De Nationale ombudsman oordeelde dat de klachtenprocedure bij de Nationale ombudsman een laagdrempelige procedure is waarvoor in beginsel het inroepen van deskundige, juridische bijstand niet nodig is. De Nationale ombudsman heeft dit standpunt al in het verleden vastgelegd in bijvoorbeeld rapport 1999/513.
Ook voor meer gecompliceerde zaken acht de Nationale ombudsman het inschakelen van deskundige bijstand niet noodzakelijk. De reden hiervoor is dat de Nationale ombudsman, in tegenstelling tot de rechter, zich actief opstelt en zo nodig actief een onvolledige of onduidelijke klacht aanvult of herformuleert zodanig dat de bedoeling van de betrokken verzoeker zo duidelijk mogelijk tot uiting komt.
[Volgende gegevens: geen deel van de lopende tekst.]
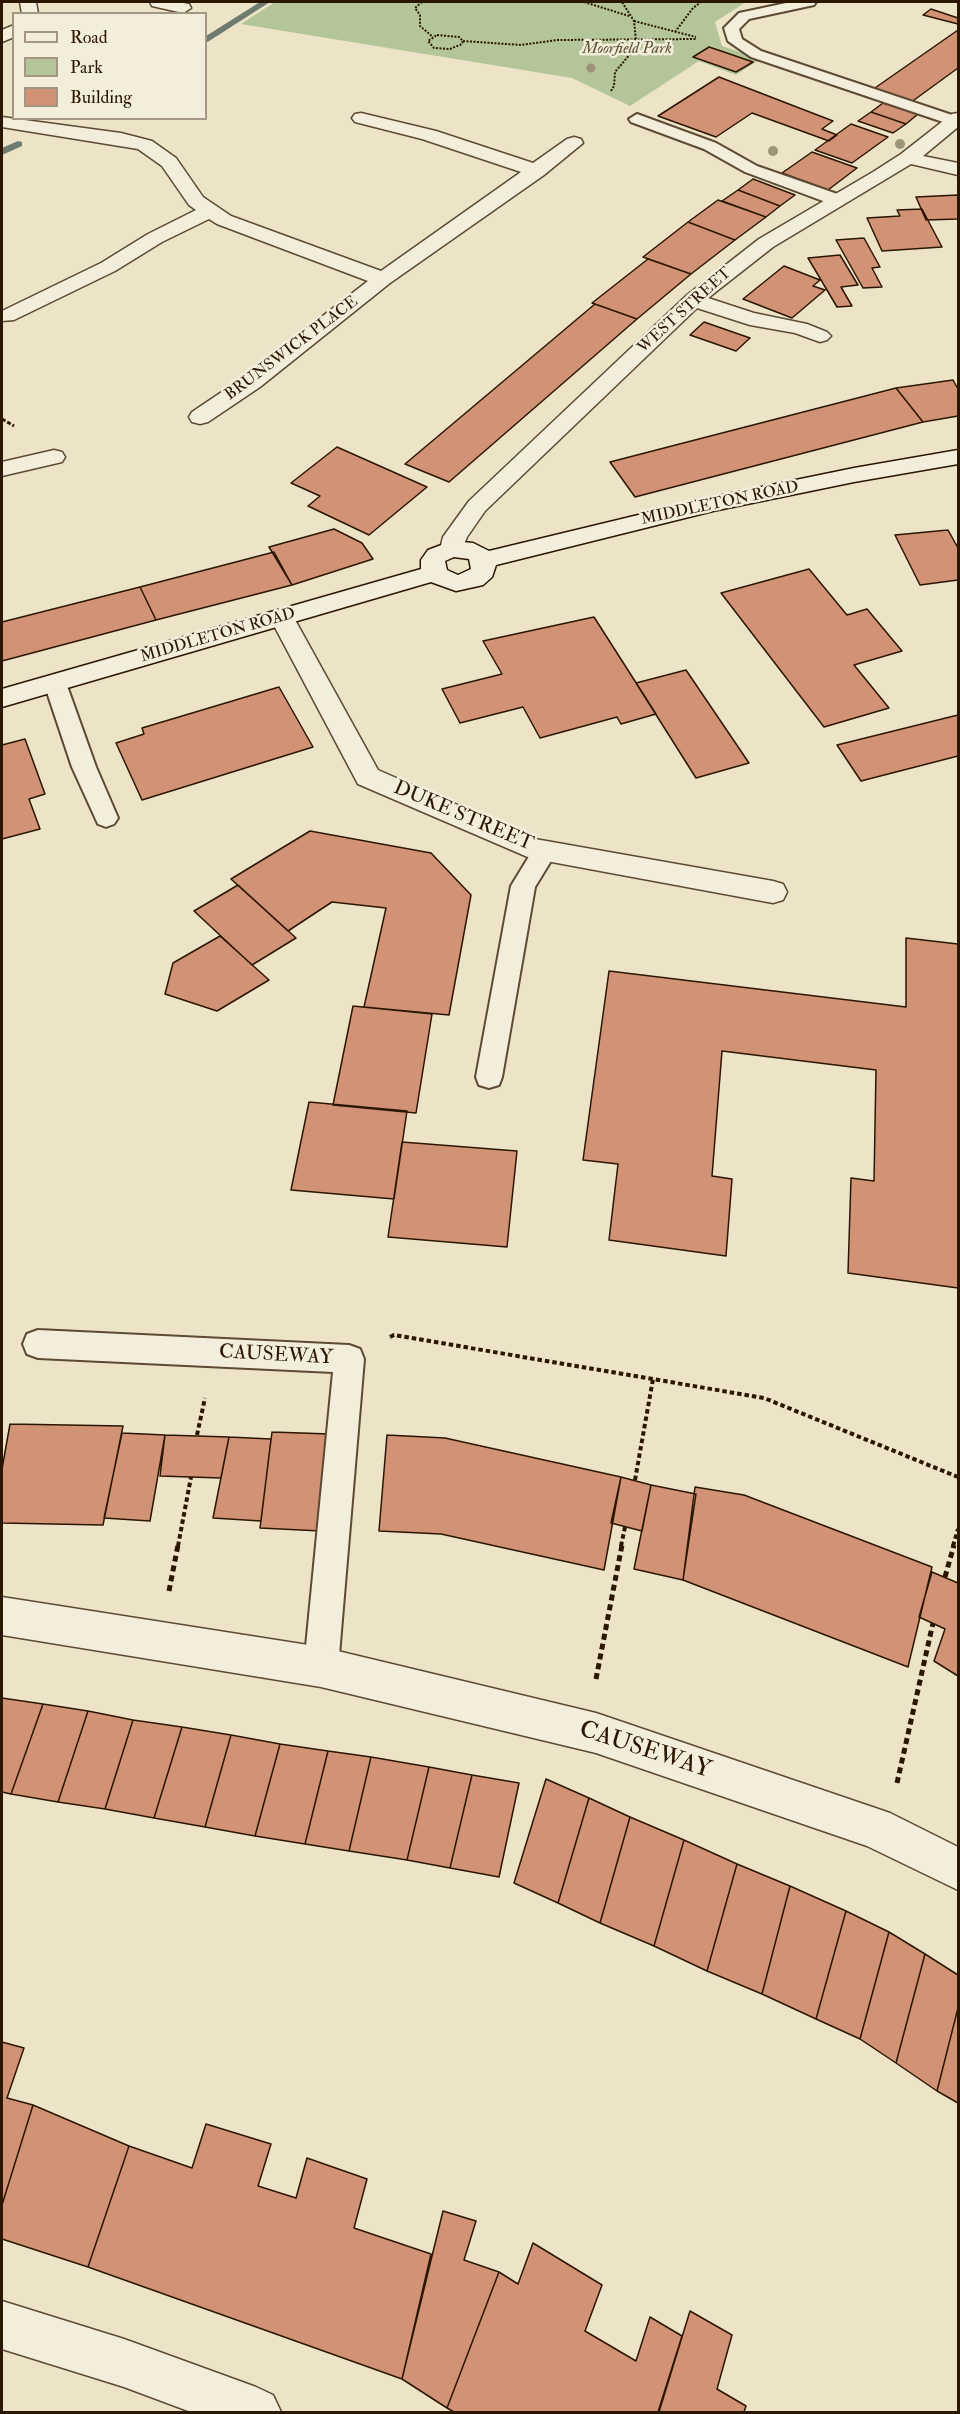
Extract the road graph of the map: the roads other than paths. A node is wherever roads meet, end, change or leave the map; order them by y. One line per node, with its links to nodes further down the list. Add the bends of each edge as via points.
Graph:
1 (158, 2): 3 (street)
2 (809, 2): 6 (lane, via 744,16 730,28 735,41 756,54)
3 (183, 8)
4 (361, 118): 11 (street, via 429,135)
5 (637, 119): 12 (lane, via 710,146 751,170)
6 (956, 119): 9 (street, WEST STREET)
7 (2, 122): 13 (street, BRUNSWICK PLACE, via 145,145 163,156 196,201)
8 (574, 143): 11 (street, BRUNSWICK PLACE)
9 (908, 158): 10 (street); 12 (street, WEST STREET)
10 (958, 169)
11 (537, 171): 14 (street, BRUNSWICK PLACE)
12 (837, 200): 15 (street, WEST STREET, via 766,243)
13 (209, 211): 14 (street, BRUNSWICK PLACE); 16 (street, via 108,267)
14 (383, 279): 18 (street, BRUNSWICK PLACE, via 252,382)
15 (693, 300): 17 (street); 22 (street, WEST STREET, via 477,506 454,537)
16 (4, 315)
17 (820, 336)
18 (200, 417)
19 (54, 458): 21 (street)
20 (958, 458): 23 (street, MIDDLETON ROAD, via 713,504)
21 (2, 469)
22 (452, 549): 23 (street, via 473,551); 24 (street, via 433,560)
23 (483, 560): 24 (street, via 483,572 466,582 445,580)
24 (435, 573): 25 (street, MIDDLETON ROAD)
25 (282, 618): 26 (street, MIDDLETON ROAD); 29 (street, DUKE STREET, via 368,777 530,848)
26 (55, 683): 27 (street, MIDDLETON ROAD); 28 (lane)
27 (2, 698)
28 (106, 818)
29 (545, 850): 30 (street, DUKE STREET); 31 (lane, via 523,886)
30 (773, 892)
31 (489, 1077)
32 (39, 1344): 34 (lane, CAUSEWAY, via 349,1359)
33 (2, 1616): 34 (street, CAUSEWAY)
34 (321, 1667): 35 (street, CAUSEWAY, via 586,1731 886,1833)
35 (958, 1869)
36 (2, 2325): 37 (street, via 124,2363)
37 (256, 2412)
Gelet op het hiervoor overwogene geldt dat moet worden beoordeeld of er in dit geval sprake is van een zodanige bijzondere omstandigheid die maakt dat in afwijking van de hoofdregel zoals hierboven gegeven aanleiding is om toch aan kostenvergoeding toe te komen.
De Nationale ombudsman is van oordeel dat in het geval van verzoeker een bijzondere omstandigheid aanwezig is die zich verzet tegen een volledige afwijzing van het verzoek om een kostenvergoeding. Deze bijzondere omstandigheid is gelegen in het feit dat het optreden van de Belastingdienst er toe leidde dat verzoeker zich genoodzaakt zag zich ten tweede male te wenden tot de Nationale ombudsman. Bij de Belastingdienst was kennelijk sprake van een zekere halsstarrigheid en de Nationale ombudsman acht begrijpelijk dat verzoeker in dit stadium twijfelde aan zijn vermogen om deze halsstarrigheid bij de Belastingdienst op eigen kracht te doorbreken. De Nationale ombudsman achtte de gedraging dan ook niet behoorlijk, wegens strijd met het redelijkheidsvereiste.
Dit oordeel gaf de Nationale ombudsman aanleiding tot het doen van een aanbeveling. De minister van Financiën werd in overweging gegeven om verzoeker een redelijke kostenvergoeding aan te bieden en daarbij aan te sluiten bij de wettelijke regeling ex artikel 7:15 Algemene wet bestuursrecht voor vergoeding van kosten gemaakt in de bezwaarfase, met dien verstande dat de wegingsfactor 'zeer zwaar' wordt toegepast.